Belangrijk bij een punter is wel dat het lijzwaard goed naar beneden steekt. Bij mijn punter kruipt het omhoog en bij overstag gaan gaat het zwaard niet volledig naar beneden, als ik het zwaardtalie losmaak. Dan moet je dus snel naar voren om het met de hand naar beneden te duwen. Daar zit je bij overstag gaan niet echt op te wachten. Op advies van Jan Schreur, die met zijn eigen punter hetzelfde probleem heeft, gebruik ik nu een pikhaakje om het zwaard naar beneden te duwen, net als bij een skûtsje.

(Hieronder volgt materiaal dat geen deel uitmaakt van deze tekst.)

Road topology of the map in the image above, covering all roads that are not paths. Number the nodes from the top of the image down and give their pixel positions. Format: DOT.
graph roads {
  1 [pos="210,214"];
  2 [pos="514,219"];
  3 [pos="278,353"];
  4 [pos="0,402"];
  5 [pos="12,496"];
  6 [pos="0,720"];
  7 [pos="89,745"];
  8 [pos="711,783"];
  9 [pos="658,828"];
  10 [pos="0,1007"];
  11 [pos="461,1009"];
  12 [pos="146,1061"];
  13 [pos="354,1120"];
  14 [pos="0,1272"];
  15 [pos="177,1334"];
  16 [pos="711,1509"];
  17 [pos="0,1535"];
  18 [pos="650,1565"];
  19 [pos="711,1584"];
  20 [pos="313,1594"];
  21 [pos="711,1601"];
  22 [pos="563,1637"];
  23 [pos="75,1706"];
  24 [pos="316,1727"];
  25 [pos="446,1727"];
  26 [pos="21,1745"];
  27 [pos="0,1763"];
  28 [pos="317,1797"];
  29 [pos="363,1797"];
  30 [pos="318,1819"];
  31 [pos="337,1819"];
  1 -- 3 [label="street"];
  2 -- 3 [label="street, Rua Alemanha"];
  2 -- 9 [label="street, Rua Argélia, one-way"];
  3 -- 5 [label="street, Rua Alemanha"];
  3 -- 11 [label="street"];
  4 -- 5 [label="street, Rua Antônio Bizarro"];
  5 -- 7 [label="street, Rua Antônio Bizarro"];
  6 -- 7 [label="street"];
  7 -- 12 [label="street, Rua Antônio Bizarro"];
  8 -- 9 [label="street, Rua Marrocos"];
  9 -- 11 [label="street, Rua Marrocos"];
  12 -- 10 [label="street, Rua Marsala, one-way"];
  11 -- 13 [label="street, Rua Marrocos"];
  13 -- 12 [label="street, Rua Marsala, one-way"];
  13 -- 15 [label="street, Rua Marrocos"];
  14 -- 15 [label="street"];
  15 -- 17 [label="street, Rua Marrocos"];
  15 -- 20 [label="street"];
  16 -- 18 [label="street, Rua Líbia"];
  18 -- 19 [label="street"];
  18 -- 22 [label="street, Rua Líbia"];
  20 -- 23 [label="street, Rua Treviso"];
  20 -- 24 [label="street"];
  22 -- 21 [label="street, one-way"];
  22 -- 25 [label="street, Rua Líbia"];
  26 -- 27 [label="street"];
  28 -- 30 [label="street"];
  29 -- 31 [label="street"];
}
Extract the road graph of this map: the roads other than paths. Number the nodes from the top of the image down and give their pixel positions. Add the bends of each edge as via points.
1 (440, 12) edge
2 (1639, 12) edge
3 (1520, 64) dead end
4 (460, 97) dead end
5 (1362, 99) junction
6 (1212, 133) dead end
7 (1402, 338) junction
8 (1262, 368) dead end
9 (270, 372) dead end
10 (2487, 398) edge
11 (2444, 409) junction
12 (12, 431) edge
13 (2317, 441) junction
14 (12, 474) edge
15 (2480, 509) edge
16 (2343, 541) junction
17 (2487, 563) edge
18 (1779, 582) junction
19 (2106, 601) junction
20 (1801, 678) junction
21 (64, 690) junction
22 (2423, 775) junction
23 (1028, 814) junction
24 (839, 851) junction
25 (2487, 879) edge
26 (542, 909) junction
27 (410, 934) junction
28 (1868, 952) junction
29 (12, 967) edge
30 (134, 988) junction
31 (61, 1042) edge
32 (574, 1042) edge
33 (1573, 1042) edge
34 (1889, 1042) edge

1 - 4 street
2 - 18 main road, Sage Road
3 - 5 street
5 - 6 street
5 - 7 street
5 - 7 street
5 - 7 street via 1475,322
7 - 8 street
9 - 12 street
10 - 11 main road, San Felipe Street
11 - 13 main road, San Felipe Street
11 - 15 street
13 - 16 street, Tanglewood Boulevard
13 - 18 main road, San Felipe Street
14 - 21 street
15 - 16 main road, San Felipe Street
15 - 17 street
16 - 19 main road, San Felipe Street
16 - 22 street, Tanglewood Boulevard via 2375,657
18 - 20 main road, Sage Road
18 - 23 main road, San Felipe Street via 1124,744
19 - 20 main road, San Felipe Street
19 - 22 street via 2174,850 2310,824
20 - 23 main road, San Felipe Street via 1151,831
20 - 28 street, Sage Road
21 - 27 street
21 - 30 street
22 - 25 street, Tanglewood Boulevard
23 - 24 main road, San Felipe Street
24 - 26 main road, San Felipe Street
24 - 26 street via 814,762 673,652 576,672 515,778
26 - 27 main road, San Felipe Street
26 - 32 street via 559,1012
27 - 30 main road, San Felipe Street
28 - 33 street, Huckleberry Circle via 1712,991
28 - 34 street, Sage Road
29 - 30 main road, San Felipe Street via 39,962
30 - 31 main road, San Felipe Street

Je zou eventueel  op een Gieterse of tussenpunter zwaarden van een zeepunter kunnen monteren of het draaipunt van de huidige zwaarden iets verlagen. Dat vergroot het natte oppervlak.

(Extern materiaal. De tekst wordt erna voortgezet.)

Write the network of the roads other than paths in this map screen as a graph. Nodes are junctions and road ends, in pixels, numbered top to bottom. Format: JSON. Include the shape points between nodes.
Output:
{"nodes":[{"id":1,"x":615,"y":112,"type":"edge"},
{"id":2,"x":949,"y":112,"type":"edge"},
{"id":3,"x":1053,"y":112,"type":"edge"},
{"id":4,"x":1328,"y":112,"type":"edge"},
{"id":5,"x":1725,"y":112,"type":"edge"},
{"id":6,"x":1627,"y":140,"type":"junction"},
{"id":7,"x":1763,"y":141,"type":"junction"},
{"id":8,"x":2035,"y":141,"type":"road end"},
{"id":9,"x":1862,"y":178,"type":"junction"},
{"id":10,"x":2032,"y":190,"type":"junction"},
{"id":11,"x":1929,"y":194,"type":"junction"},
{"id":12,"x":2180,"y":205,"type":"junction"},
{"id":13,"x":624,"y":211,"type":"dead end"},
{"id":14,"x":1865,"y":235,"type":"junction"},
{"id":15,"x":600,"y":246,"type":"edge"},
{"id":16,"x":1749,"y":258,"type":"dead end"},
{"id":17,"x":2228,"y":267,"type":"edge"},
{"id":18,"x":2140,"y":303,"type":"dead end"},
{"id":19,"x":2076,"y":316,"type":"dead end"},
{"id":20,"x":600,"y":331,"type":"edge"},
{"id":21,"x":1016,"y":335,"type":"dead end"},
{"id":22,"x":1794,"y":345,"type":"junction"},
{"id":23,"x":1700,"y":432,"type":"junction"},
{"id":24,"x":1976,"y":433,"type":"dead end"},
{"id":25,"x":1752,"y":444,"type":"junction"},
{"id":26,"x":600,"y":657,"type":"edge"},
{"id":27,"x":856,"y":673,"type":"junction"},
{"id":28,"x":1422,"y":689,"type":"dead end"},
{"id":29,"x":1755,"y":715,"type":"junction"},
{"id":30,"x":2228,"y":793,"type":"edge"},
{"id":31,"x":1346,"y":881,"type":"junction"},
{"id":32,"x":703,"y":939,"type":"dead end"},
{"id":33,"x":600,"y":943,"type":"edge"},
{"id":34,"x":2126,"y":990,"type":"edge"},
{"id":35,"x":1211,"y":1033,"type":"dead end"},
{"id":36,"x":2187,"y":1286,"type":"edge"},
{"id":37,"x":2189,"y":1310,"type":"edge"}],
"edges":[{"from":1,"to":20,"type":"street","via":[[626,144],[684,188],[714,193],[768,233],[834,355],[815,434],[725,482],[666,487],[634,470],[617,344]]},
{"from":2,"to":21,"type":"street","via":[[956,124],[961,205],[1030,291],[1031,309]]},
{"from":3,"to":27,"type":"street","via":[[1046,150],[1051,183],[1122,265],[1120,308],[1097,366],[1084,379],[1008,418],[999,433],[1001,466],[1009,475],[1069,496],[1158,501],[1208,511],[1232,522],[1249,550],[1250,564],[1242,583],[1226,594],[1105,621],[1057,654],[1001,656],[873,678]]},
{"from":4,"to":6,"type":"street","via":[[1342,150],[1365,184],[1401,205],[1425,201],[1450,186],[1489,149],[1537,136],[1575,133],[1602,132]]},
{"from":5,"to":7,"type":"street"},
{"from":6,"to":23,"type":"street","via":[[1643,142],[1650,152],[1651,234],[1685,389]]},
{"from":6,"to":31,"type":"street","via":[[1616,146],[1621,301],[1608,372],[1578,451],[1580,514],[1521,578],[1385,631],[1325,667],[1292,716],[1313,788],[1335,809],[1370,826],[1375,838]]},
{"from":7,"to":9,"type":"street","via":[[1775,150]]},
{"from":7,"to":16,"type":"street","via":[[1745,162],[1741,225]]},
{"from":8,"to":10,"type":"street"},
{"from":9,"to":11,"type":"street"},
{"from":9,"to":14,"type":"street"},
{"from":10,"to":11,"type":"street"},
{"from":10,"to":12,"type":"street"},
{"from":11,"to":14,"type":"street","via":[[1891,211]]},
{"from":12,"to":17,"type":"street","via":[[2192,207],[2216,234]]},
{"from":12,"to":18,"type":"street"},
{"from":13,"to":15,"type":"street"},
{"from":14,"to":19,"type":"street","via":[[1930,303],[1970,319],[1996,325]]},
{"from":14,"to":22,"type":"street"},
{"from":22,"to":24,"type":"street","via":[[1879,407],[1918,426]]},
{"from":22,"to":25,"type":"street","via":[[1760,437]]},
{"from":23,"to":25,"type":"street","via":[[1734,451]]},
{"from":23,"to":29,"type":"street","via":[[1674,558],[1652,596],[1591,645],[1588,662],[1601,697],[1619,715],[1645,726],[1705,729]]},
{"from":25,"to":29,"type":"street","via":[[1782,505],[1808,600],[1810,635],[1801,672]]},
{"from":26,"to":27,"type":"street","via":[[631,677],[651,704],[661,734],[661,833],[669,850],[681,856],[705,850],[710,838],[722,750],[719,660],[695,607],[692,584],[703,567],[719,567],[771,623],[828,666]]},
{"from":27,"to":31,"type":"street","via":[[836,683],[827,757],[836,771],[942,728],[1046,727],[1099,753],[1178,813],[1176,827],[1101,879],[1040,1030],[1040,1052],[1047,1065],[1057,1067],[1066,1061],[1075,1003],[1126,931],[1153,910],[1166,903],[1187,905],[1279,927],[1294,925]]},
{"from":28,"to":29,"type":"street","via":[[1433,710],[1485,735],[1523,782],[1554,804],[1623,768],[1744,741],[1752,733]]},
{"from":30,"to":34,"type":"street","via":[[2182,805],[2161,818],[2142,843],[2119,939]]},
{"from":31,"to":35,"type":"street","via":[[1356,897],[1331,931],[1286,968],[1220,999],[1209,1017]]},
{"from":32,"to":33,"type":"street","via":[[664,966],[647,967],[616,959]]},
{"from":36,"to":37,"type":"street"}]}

Je kunt dan ook het draaipunt naar achteren verplaatsen. De boot gaat hierdoor wat makkelijker overstag.

 

Nu zou je uit het voorgaande de conclusie kunnen trekken dat een punter als zeilboot niets voorstelt, maar dat klopt absoluut niet. Ik heb laatst tijdens een opstapdag van de Stichting Natuurlijk Varen in Terhorne gezeild met de Junior van Bruno Rexwinkel. Dit is echt het summum van zeilen. Snel, hoog aan de wind, comfortabel. In één woord grandioos. Toch koop ik hem niet omdat ik er in het rietland niet mee kan varen. Ik kan ook niet mijn zeil even 20 centimeter hoger trekken achter een dijkje of een bomenrij, Zo’n boot kun je niet bomen of roeien en ook kan ik niet doorzeilen tot  dertig meter van een brug en even de mast plat leggen en het is ook niet de ultieme visboot. Kortom een geweldige boot, maar voor mijn vaargebied en mijn manier van varen totaal ongeschikt. Maar als ik in Zeeland of aan het IJsselmeer zou wonen, dan wist ik het wel.

 

 

De Junior, een geweldig schip, maar niet voor iedereen!

 

We zijn inmiddels twee weken verder. Het  is 25 november, de zon schijnt en het is heerlijk warm. Op het water waait het 4 tot 5 met flinke vlagen. We tuigen de boot met fok op en roeien naar buiten.  Er is niemand op het water. Ongelooflijk, met dat prachtige weer!

Met deze wind kun je  roeien wel vergeten. Ook varend met de boom worden we weg geblazen. Het kost nog even moeite om de spriet in het zeil te krijgen. Dat lukt alleen door de spriet  tegen de wind omhoog te duwen.

Na een kwartier zijn we het Bovenwijde over gestoven en kunnen beginnen met moeizaam terug te kruisen. Na vier keer overstag gaan zijn we nog geen meter opgeschoten. Je kunt ook zien dat de fok er maar dood bij staat. Hij pakt gewoon geen wind. Ik vertik het echter om de motor te gebruiken.  De fok gaat naar beneden en dat scheelt  niet een klein beetje. We varen minstens 10 graden hoger aan de wind. Dat worden dus  een boel poetslappen. In de vlagen  kun je mooi oploeven. De boot is zonder fok duidelijk in haar element.

 

 

Het gaat hard. Bij het overstag gaan knalt het bovenste blok van de schoot  tegen Hans zijn hoofd. Een scheurtje in zijn wenkbrauw . Bloed! Het valt gelukkig nogal mee. Ik neem het roer weer over.  Volgens Hans moet dat blok eraf. Het is levensgevaarlijk. Het blok heeft mij ook al een keer de bril van het hoofd geslagen. Maar het probleem is  uit de wereld als je het blok bij overstag gaan gewoon even vast houdt. Alweer opgelost.

Hetzelfde geldt voor het voetblok met stopper van de grootschoot. Bij het aanhalen zet de schoot zichzelf vast. In het begin dook ike dan naar beneden om de schoot los te maken. Helemaal niet nodig. Je trapt het blok met je voet opzij en je trekt de schoot zo los. 

Dit was geweldig zeilen. Volgend jaar toch maar eens aan de wedstrijden mee doen.